Eduardo Bechara Navratilova
Nota de Stefhany Rojas Wagner
Bassem, un joven libanes exiliado en Francia, es sorprendido en medio de la revuelta protagonizada por los habitantes de los túneles de París. Él, junto a Florence, una estudiante de teatro francesa con la que tiene una relación sentimental, vivirán los momentos más angustiantes de sus vidas arrastrados por las hordas de gente en las calles. La confrontación interior que tendrá que asumir Bassem para reconciliarse con su pasado y crear su presente junto a Florence, y la travesía que sufrirán los dos en una ciudad destruida por la guerra civil, son testimonio de la orfandad a la que se enfrenta el ser humano en nuestros días.
Sin lugar a dudas, para los tiempos inverosímiles que estamos experimentando, Túneles de París se vuelve un referente literario de la novela distópica que nos invita a visualizar la fractura de nuestra sociedad desde sus simientes. A la par, nos interroga sobre nuestras relaciones humanas y el papel que juega el amor como un aliciente para sobrevivir y sostener la esperanza.
En este libro, apocalíptico y emocionante, el lector dilucidará, desde su primer capítulo, una vez más el trabajo riguroso y creativo de Eduardo Bechara Navratilova, uno de los escritores más prolíficos y comprometidos de la reciente narrativa colombiana.
I
El viento sopló por la calle ese aliento tan característico —entre caliente y frío— que anunciaba la llegada del otoño. Los castaños empezarían a perder sus hojas y las aceras de París se llenarían de esa hojarasca amarilla y roja que Bassem solía imaginar como cuadros impresionistas.

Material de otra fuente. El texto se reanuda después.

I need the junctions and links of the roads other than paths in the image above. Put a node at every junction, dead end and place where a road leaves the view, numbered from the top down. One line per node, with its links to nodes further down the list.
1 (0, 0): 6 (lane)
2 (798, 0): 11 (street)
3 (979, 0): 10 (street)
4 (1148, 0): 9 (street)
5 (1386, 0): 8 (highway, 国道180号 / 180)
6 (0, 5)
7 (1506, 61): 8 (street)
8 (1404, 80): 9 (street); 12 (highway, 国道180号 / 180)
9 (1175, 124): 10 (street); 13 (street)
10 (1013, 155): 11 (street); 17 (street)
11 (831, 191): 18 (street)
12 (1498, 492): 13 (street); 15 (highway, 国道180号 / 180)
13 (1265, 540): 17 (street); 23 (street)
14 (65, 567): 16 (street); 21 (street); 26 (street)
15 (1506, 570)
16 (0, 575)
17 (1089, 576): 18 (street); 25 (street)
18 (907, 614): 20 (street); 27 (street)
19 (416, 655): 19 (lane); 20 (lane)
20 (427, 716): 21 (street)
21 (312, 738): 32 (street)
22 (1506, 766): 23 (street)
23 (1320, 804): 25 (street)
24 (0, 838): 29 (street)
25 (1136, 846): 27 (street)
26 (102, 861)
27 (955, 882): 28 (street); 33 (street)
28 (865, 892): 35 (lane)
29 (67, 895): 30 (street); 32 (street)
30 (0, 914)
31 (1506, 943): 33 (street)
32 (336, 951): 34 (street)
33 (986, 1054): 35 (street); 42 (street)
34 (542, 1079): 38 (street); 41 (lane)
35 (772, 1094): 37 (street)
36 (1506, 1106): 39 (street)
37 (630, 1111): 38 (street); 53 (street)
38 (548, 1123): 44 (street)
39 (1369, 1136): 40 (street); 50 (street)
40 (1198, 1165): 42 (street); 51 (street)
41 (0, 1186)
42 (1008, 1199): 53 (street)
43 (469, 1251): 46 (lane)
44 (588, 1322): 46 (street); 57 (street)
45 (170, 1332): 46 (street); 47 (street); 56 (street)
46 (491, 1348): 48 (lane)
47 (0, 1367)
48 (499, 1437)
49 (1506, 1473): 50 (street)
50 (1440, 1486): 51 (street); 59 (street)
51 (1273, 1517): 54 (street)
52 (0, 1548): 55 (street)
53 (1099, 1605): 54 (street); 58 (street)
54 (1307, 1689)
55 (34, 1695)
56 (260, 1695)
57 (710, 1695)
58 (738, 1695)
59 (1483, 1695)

Terminaron de recorrer la Rue des Francs-Bourgeois entre el gentío que dificultaba el caminar, voltearon por la Rue des Archives y pararon ante un redondel de gente que presenciaba una pelea de perros.
Los quejidos y gruñidos acompañaban sus movimientos ágiles. La forma en que se atacaban, se mordían e intentaban buscarse la yugular —todo esto en cuestión de segundos—, avivaba un circo romano con el que algunos de los espectadores se jactaban. Las bocinas de los carros que intentaban abrirse paso en la calle aumentaban la confusión.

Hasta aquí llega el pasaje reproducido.